Pengorbanan Marsinah dan ribuan buruh lainnya tidak sia-sia. Pasca-Reformasi 1998, terjadi perubahan signifikan dalam regulasi ketenagakerjaan. Undang-Undang No. 13 Tahun 2003 tentang Ketenagakerjaan serta berbagai peraturan turunannya kini lebih menjamin hak pekerja, termasuk hak atas upah layak, keselamatan kerja, dan kebebasan berserikat yang dijamin dalam Pasal 28 UUD 1945 serta Konvensi ILO No. 87 dan No. 98. Penetapan Marsinah sebagai Pahlawan Nasional melalui Keppres No. 113/TK/Th 2023 merupakan pengakuan negara atas jasa dan perjuangannya. Hal ini menegaskan bahwa perjuangan untuk keadilan sosial adalah bagian tak terpisahkan dari pembangunan bangsa.

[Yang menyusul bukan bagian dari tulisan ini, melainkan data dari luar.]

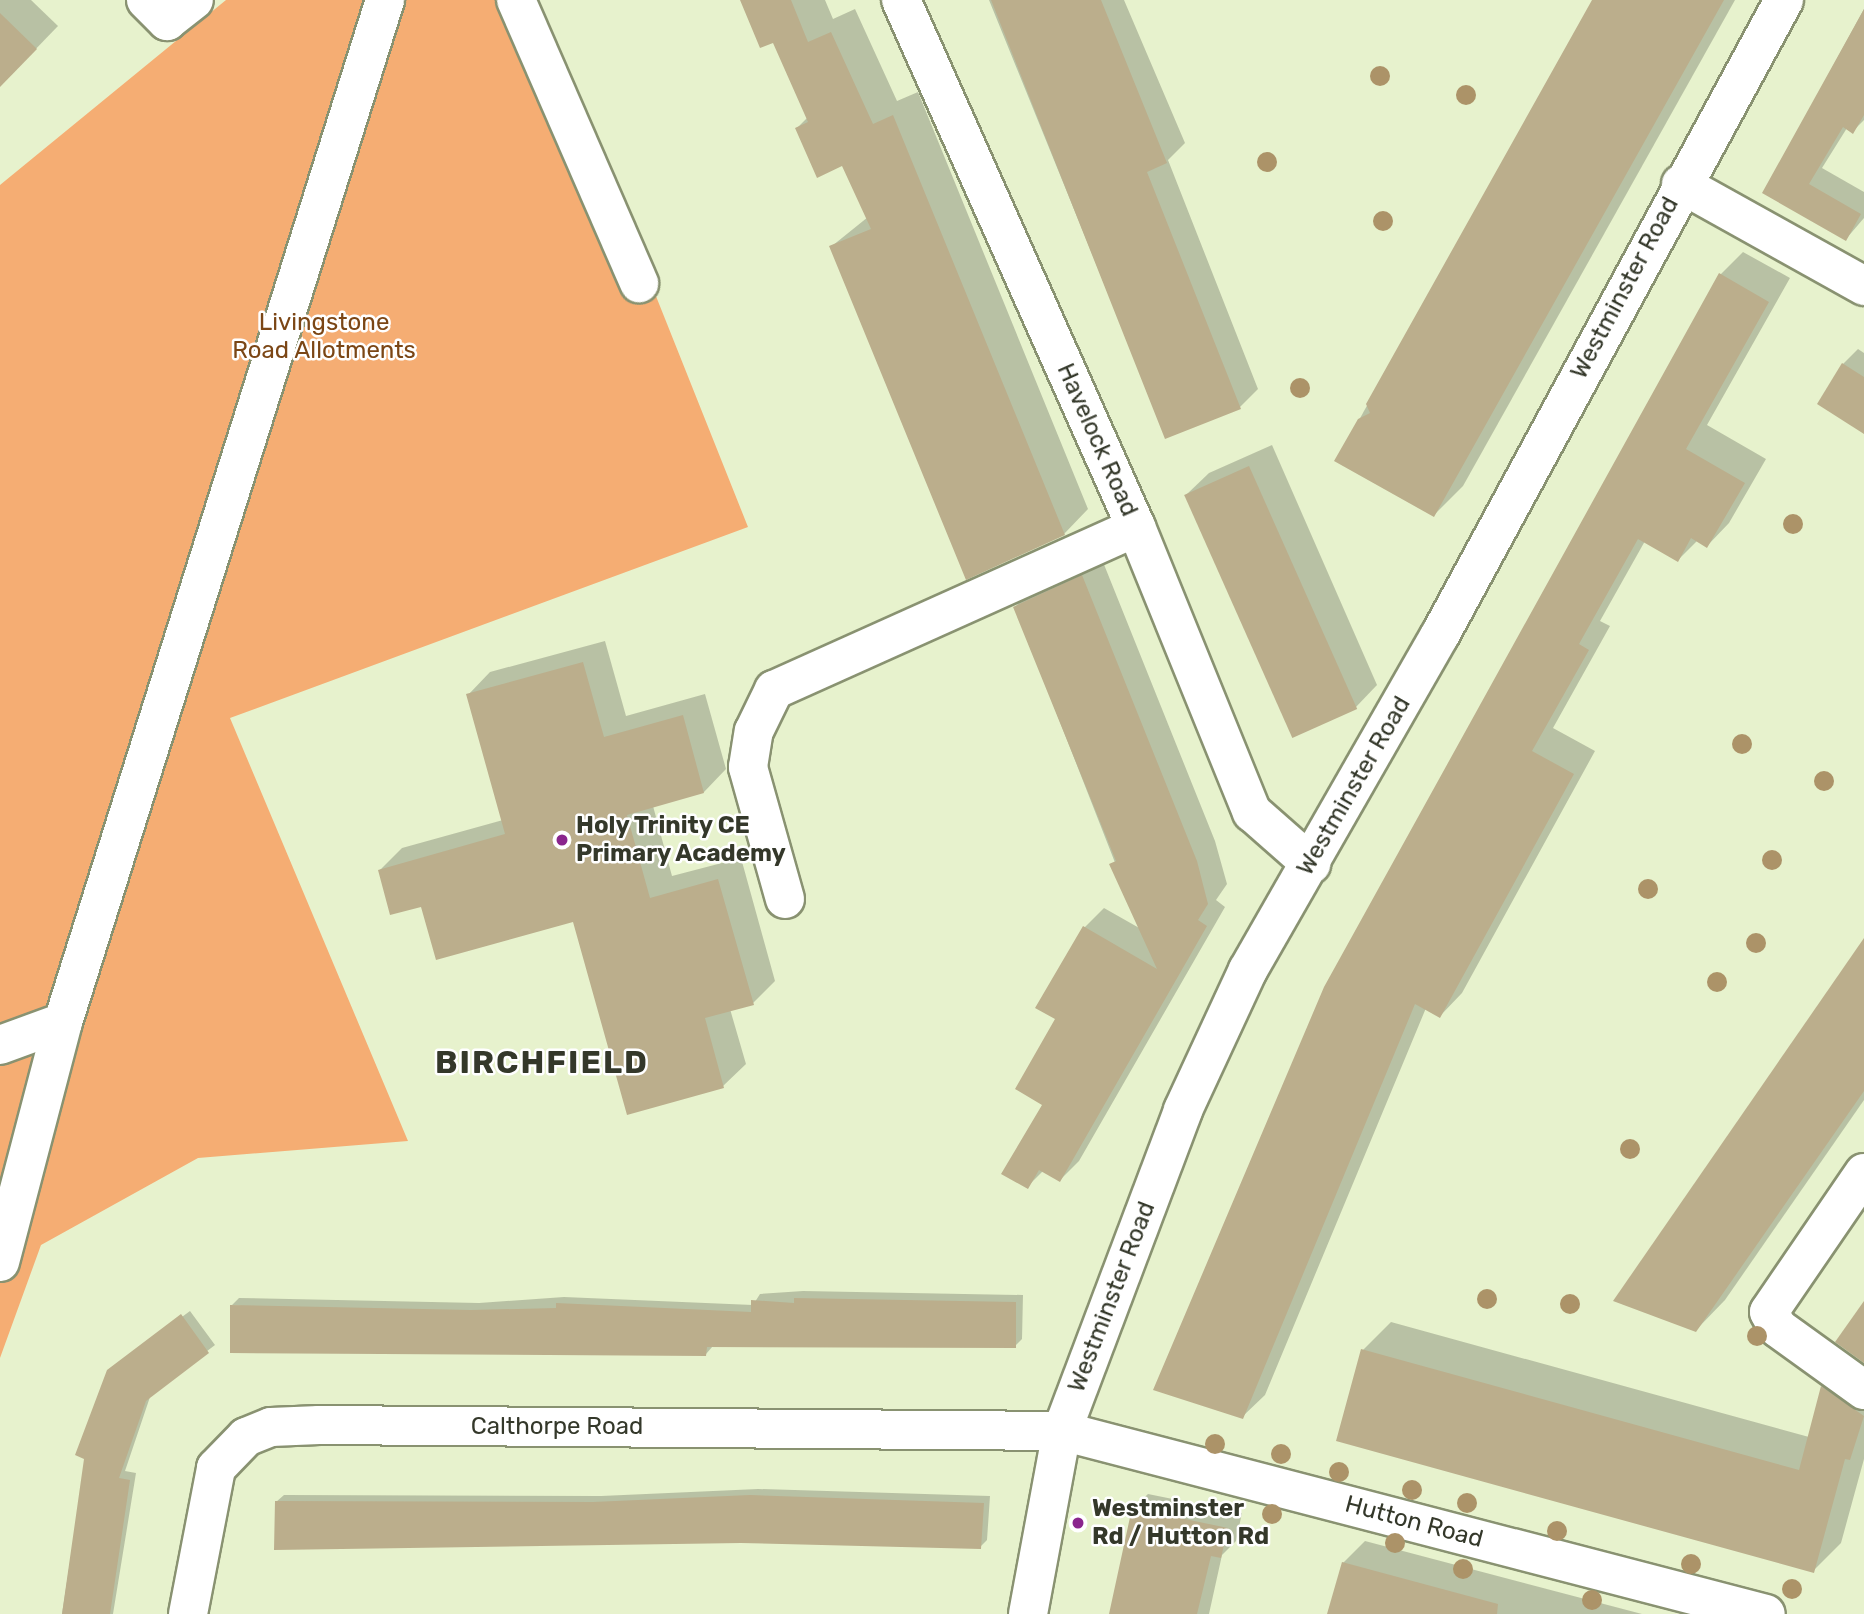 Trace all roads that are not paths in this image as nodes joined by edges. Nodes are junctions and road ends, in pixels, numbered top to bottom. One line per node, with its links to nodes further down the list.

Memperingati Hari Buruh berarti menghormati sejarah, menghargai pengorbanan, dan terus mengawal implementasi keadilan. Marsinah bukan hanya nama dalam sejarah, melainkan simbol keberanian, intelektualitas, dan solidaritas. Ia mengajarkan bahwa hak tidak diberikan begitu saja, melainkan diperjuangkan dengan kesadaran dan keberanian. Sebagaimana ditegaskan dalam prinsip hak asasi manusia, setiap individu berhak atas kehidupan yang layak, bebas dari rasa takut dan kemiskinan. Oleh karena itu, upaya untuk menciptakan hubungan industrial yang harmonis, adil, dan berkelanjutan adalah tanggung jawab bersama seluruh elemen bangsa.
Referensi :
1. Undang-Undang Republik Indonesia Nomor 13 Tahun 2003 tentang Ketenagakerjaan.
2. Wikipedia bahasa Indonesia. (2026). Marsinah.
3.Diakses dari Antara News. (2025). Jejak juang Marsinah menuju gelar Pahlawan Nasional.
4. Kumparan. (2025). Perjuangan Panjang Marsinah, Buruh Perempuan yang Kini Jadi Pahlawan Nasional.
5. Detikcom. (2026). Kisah Marsinah, Buruh Perempuan Asal Jatim yang Suaranya Dibungkam.
6. Soepomo, I. (1999). Pengantar Hukum Perburuhan. Jakarta: Djambatan.
7. Irsan, K. (2004). Hukum ketenagakerjaan suatu pengantar. Jakarta: Komisi Nasional HAM Indonesia.
8. Konvensi International Labour Organization (ILO) No. 87 Tahun 1948 tentang Kebebasan Berserikat dan No. 100 Tahun 1951 tentang Kesetaraan Upah.